— What is being asked —
If a line of the data below holds the word "Avenue", list it.

--- Data for analysis ---

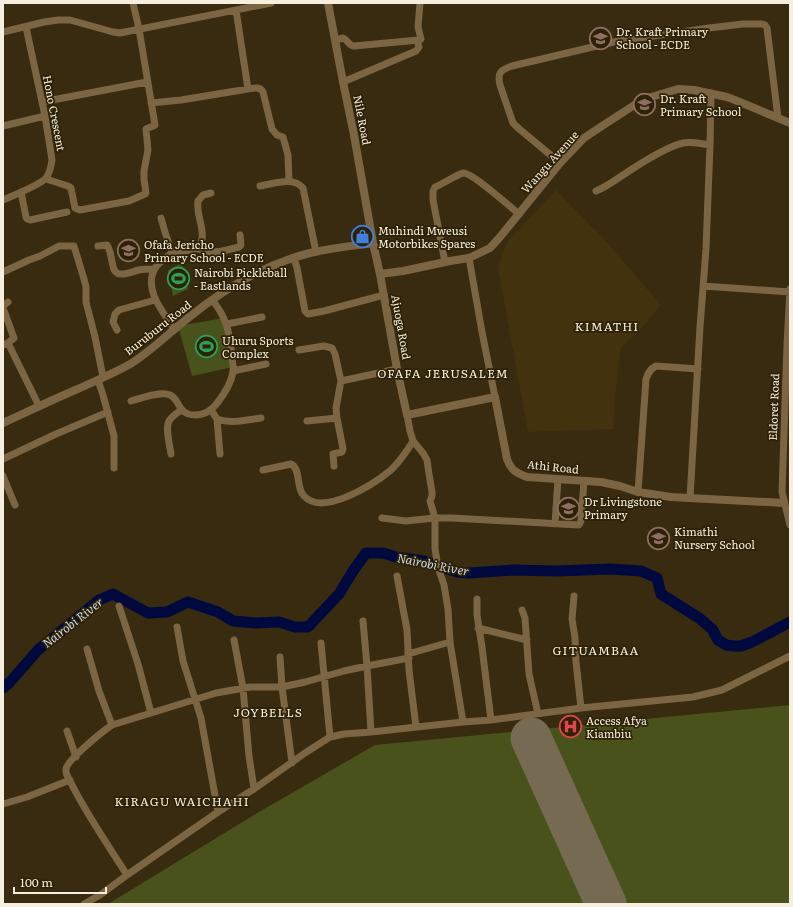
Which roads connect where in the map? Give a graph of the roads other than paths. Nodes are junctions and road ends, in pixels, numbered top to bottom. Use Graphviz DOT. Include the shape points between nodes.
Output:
graph roads {
  1 [pos="133,3"];
  2 [pos="271,3"];
  3 [pos="328,3"];
  4 [pos="420,3"];
  5 [pos="236,10"];
  6 [pos="26,27"];
  7 [pos="139,29"];
  8 [pos="3,32"];
  9 [pos="335,40"];
  10 [pos="417,41"];
  11 [pos="147,82"];
  12 [pos="343,82"];
  13 [pos="248,89"];
  14 [pos="711,93"];
  15 [pos="42,102"];
  16 [pos="151,103"];
  17 [pos="45,116"];
  18 [pos="778,118"];
  19 [pos="790,123"];
  20 [pos="3,126"];
  21 [pos="710,145"];
  22 [pos="560,163"];
  23 [pos="46,178"];
  24 [pos="289,181"];
  25 [pos="260,186"];
  26 [pos="596,191"];
  27 [pos="21,192"];
  28 [pos="211,193"];
  29 [pos="3,200"];
  30 [pos="67,212"];
  31 [pos="518,214"];
  32 [pos="161,218"];
  33 [pos="240,235"];
  34 [pos="373,243"];
  35 [pos="98,246"];
  36 [pos="198,249"];
  37 [pos="172,252"];
  38 [pos="316,252"];
  39 [pos="294,258"];
  40 [pos="469,258"];
  41 [pos="445,262"];
  42 [pos="154,269"];
  43 [pos="3,272"];
  44 [pos="380,274"];
  45 [pos="703,286"];
  46 [pos="790,288"];
  47 [pos="790,292"];
  48 [pos="384,295"];
  49 [pos="155,300"];
  50 [pos="212,300"];
  51 [pos="5,306"];
  52 [pos="262,317"];
  53 [pos="227,324"];
  54 [pos="118,330"];
  55 [pos="174,330"];
  56 [pos="6,344"];
  57 [pos="299,350"];
  58 [pos="266,364"];
  59 [pos="397,369"];
  60 [pos="698,369"];
  61 [pos="233,371"];
  62 [pos="101,378"];
  63 [pos="341,381"];
  64 [pos="495,397"];
  65 [pos="788,397"];
  66 [pos="131,401"];
  67 [pos="39,406"];
  68 [pos="181,410"];
  69 [pos="211,410"];
  70 [pos="108,412"];
  71 [pos="407,415"];
  72 [pos="261,418"];
  73 [pos="337,418"];
  74 [pos="217,419"];
  75 [pos="307,421"];
  76 [pos="3,423"];
  77 [pos="413,441"];
  78 [pos="171,454"];
  79 [pos="220,454"];
  80 [pos="3,459"];
  81 [pos="334,466"];
  82 [pos="114,468"];
  83 [pos="263,470"];
  84 [pos="3,476"];
  85 [pos="558,479"];
  86 [pos="584,481"];
  87 [pos="638,492"];
  88 [pos="690,498"];
  89 [pos="784,503"];
  90 [pos="15,505"];
  91 [pos="382,518"];
  92 [pos="435,518"];
  93 [pos="555,524"];
  94 [pos="790,525"];
  95 [pos="397,576"];
  96 [pos="574,596"];
  97 [pos="477,598"];
  98 [pos="119,606"];
  99 [pos="522,610"];
  100 [pos="363,620"];
  101 [pos="177,627"];
  102 [pos="478,628"];
  103 [pos="234,640"];
  104 [pos="527,640"];
  105 [pos="450,642"];
  106 [pos="321,643"];
  107 [pos="87,649"];
  108 [pos="409,656"];
  109 [pos="790,656"];
  110 [pos="280,657"];
  111 [pos="367,666"];
  112 [pos="324,677"];
  113 [pos="282,687"];
  114 [pos="243,688"];
  115 [pos="194,699"];
  116 [pos="581,708"];
  117 [pos="151,713"];
  118 [pos="538,714"];
  119 [pos="491,720"];
  120 [pos="463,722"];
  121 [pos="112,725"];
  122 [pos="416,727"];
  123 [pos="67,731"];
  124 [pos="371,732"];
  125 [pos="330,737"];
  126 [pos="76,756"];
  127 [pos="292,763"];
  128 [pos="70,780"];
  129 [pos="254,790"];
  130 [pos="3,804"];
  131 [pos="218,812"];
  132 [pos="127,875"];
  133 [pos="84,904"];
  1 -- 7 [label="street"];
  2 -- 5 [label="street"];
  3 -- 9 [label="street, Nile Road"];
  4 -- 10 [label="street" via="418,27 421,38"];
  5 -- 7 [label="street"];
  5 -- 13 [label="street"];
  6 -- 7 [label="street" via="44,22 70,20 120,33"];
  6 -- 8 [label="street"];
  6 -- 15 [label="street, Hono Crescent"];
  7 -- 11 [label="street"];
  9 -- 10 [label="street" via="343,38 354,46"];
  9 -- 12 [label="street, Nile Road"];
  10 -- 12 [label="street" via="419,47 416,51"];
  11 -- 15 [label="street"];
  11 -- 16 [label="street"];
  12 -- 34 [label="street, Nile Road"];
  13 -- 16 [label="street"];
  13 -- 24 [label="street" via="259,88 263,92 272,129 283,138 286,146"];
  14 -- 18 [label="street, Wangu Avenue"];
  14 -- 21 [label="street"];
  14 -- 22 [label="street, Wangu Avenue" via="678,89 648,98 584,138"];
  15 -- 17 [label="street, Hono Crescent"];
  16 -- 23 [label="street" via="155,125 146,129 148,152 144,171 147,191 145,194 129,201 80,210 75,208 71,188"];
  17 -- 20 [label="street"];
  17 -- 23 [label="street, Hono Crescent" via="52,160"];
  18 -- 19 [label="street, Wangu Avenue"];
  18 -- 22 [label="street" via="767,28 762,24 709,28 618,41 502,70 499,74 500,85 513,123"];
  21 -- 26 [label="street" via="691,142 670,148"];
  21 -- 45 [label="street"];
  22 -- 31 [label="street, Wangu Avenue"];
  23 -- 27 [label="street"];
  24 -- 25 [label="street"];
  24 -- 38 [label="street" via="303,188"];
  27 -- 29 [label="street"];
  27 -- 30 [label="street" via="26,217 30,220"];
  28 -- 36 [label="street" via="203,195 198,200 202,240"];
  31 -- 40 [label="street, Wangu Avenue" via="490,248"];
  31 -- 41 [label="street" via="470,175 463,173 435,187 432,195"];
  32 -- 37 [label="street"];
  33 -- 36 [label="street" via="239,247 213,252"];
  34 -- 38 [label="street, Buruburu Road"];
  34 -- 44 [label="street, Ajuoga Road"];
  35 -- 42 [label="street" via="107,245 110,249 113,270 117,274"];
  36 -- 37 [label="street"];
  37 -- 42 [label="street"];
  38 -- 39 [label="street, Buruburu Road"];
  39 -- 48 [label="street" via="305,311 308,314"];
  39 -- 50 [label="street, Buruburu Road" via="255,273"];
  40 -- 41 [label="street, Wangu Avenue"];
  40 -- 64 [label="street, Athi Road"];
  41 -- 44 [label="street, Wangu Avenue"];
  42 -- 49 [label="street" via="151,280"];
  43 -- 62 [label="street" via="58,246 74,246 86,287 86,302 96,337"];
  44 -- 48 [label="street, Ajuoga Road"];
  45 -- 47 [label="street"];
  45 -- 60 [label="street"];
  46 -- 47 [label="street, Eldoret Road"];
  47 -- 65 [label="street, Eldoret Road"];
  48 -- 59 [label="street, Ajuoga Road"];
  49 -- 54 [label="street" via="119,310 114,314 113,322"];
  49 -- 55 [label="street"];
  50 -- 53 [label="street"];
  50 -- 55 [label="street, Buruburu Road"];
  51 -- 56 [label="street" via="14,338"];
  52 -- 53 [label="street"];
  53 -- 61 [label="street"];
  55 -- 62 [label="street, Buruburu Road" via="131,363"];
  56 -- 67 [label="street"];
  57 -- 63 [label="street" via="324,346 332,348"];
  58 -- 61 [label="street"];
  59 -- 63 [label="street"];
  59 -- 71 [label="street, Ajuoga Road"];
  60 -- 87 [label="street" via="656,366 649,371 646,379"];
  60 -- 88 [label="street"];
  61 -- 69 [label="street" via="223,396"];
  62 -- 67 [label="street, Buruburu Road"];
  62 -- 70 [label="street"];
  63 -- 73 [label="street" via="336,408"];
  64 -- 71 [label="street"];
  64 -- 85 [label="street, Athi Road" via="510,467 527,476"];
  65 -- 89 [label="street, Eldoret Road" via="782,492"];
  66 -- 68 [label="street" via="165,394 174,398"];
  67 -- 76 [label="street, Buruburu Road"];
  68 -- 69 [label="street" via="194,415"];
  68 -- 78 [label="street" via="168,423"];
  69 -- 74 [label="street"];
  70 -- 80 [label="street"];
  70 -- 82 [label="street" via="114,436"];
  71 -- 77 [label="street, Ajuoga Road"];
  72 -- 74 [label="street" via="232,422"];
  73 -- 75 [label="street"];
  73 -- 81 [label="street" via="343,449 342,452 333,454"];
  74 -- 79 [label="street"];
  77 -- 83 [label="street" via="404,456 374,482 356,493 332,502 314,502 304,497 292,464"];
  77 -- 92 [label="street, Ajuoga Road" via="427,460 432,492 430,501"];
  84 -- 90 [label="street"];
  85 -- 86 [label="street, Athi Road"];
  85 -- 93 [label="street"];
  86 -- 87 [label="street, Athi Road" via="602,482"];
  86 -- 93 [label="street" via="581,524"];
  87 -- 88 [label="street, Athi Road"];
  88 -- 89 [label="street, Athi Road"];
  89 -- 94 [label="street, Eldoret Road"];
  91 -- 92 [label="street" via="406,521"];
  92 -- 93 [label="street"];
  92 -- 105 [label="street, Ajuoga Road" via="435,549 448,609"];
  95 -- 108 [label="street"];
  96 -- 116 [label="street" via="572,619"];
  97 -- 102 [label="street"];
  98 -- 117 [label="street"];
  99 -- 104 [label="street"];
  100 -- 111 [label="street"];
  101 -- 115 [label="street"];
  102 -- 104 [label="street"];
  102 -- 119 [label="street"];
  103 -- 114 [label="street"];
  104 -- 118 [label="street" via="529,674"];
  105 -- 108 [label="street"];
  105 -- 120 [label="street, Ajuoga Road"];
  106 -- 112 [label="street"];
  107 -- 121 [label="street"];
  108 -- 111 [label="street"];
  108 -- 122 [label="street"];
  109 -- 116 [label="street" via="722,690 693,697"];
  110 -- 113 [label="street"];
  111 -- 112 [label="street"];
  111 -- 124 [label="street"];
  112 -- 113 [label="street"];
  112 -- 125 [label="street"];
  113 -- 114 [label="street"];
  113 -- 127 [label="street"];
  114 -- 115 [label="street"];
  114 -- 129 [label="street"];
  115 -- 117 [label="street"];
  115 -- 131 [label="street" via="201,718"];
  116 -- 118 [label="street"];
  117 -- 121 [label="street"];
  118 -- 119 [label="street"];
  119 -- 120 [label="street"];
  120 -- 122 [label="street"];
  121 -- 126 [label="street"];
  122 -- 124 [label="street"];
  123 -- 126 [label="street"];
  124 -- 125 [label="street"];
  125 -- 127 [label="street"];
  126 -- 128 [label="street" via="66,769"];
  127 -- 129 [label="street"];
  128 -- 130 [label="street" via="27,798"];
  128 -- 132 [label="street"];
  129 -- 131 [label="street"];
  131 -- 132 [label="street"];
  132 -- 133 [label="street"];
}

---

— Solution —
  14 -- 18 [label="street, Wangu Avenue"];
  14 -- 22 [label="street, Wangu Avenue" via="678,89 648,98 584,138"];
  18 -- 19 [label="street, Wangu Avenue"];
  22 -- 31 [label="street, Wangu Avenue"];
  31 -- 40 [label="street, Wangu Avenue" via="490,248"];
  40 -- 41 [label="street, Wangu Avenue"];
  41 -- 44 [label="street, Wangu Avenue"];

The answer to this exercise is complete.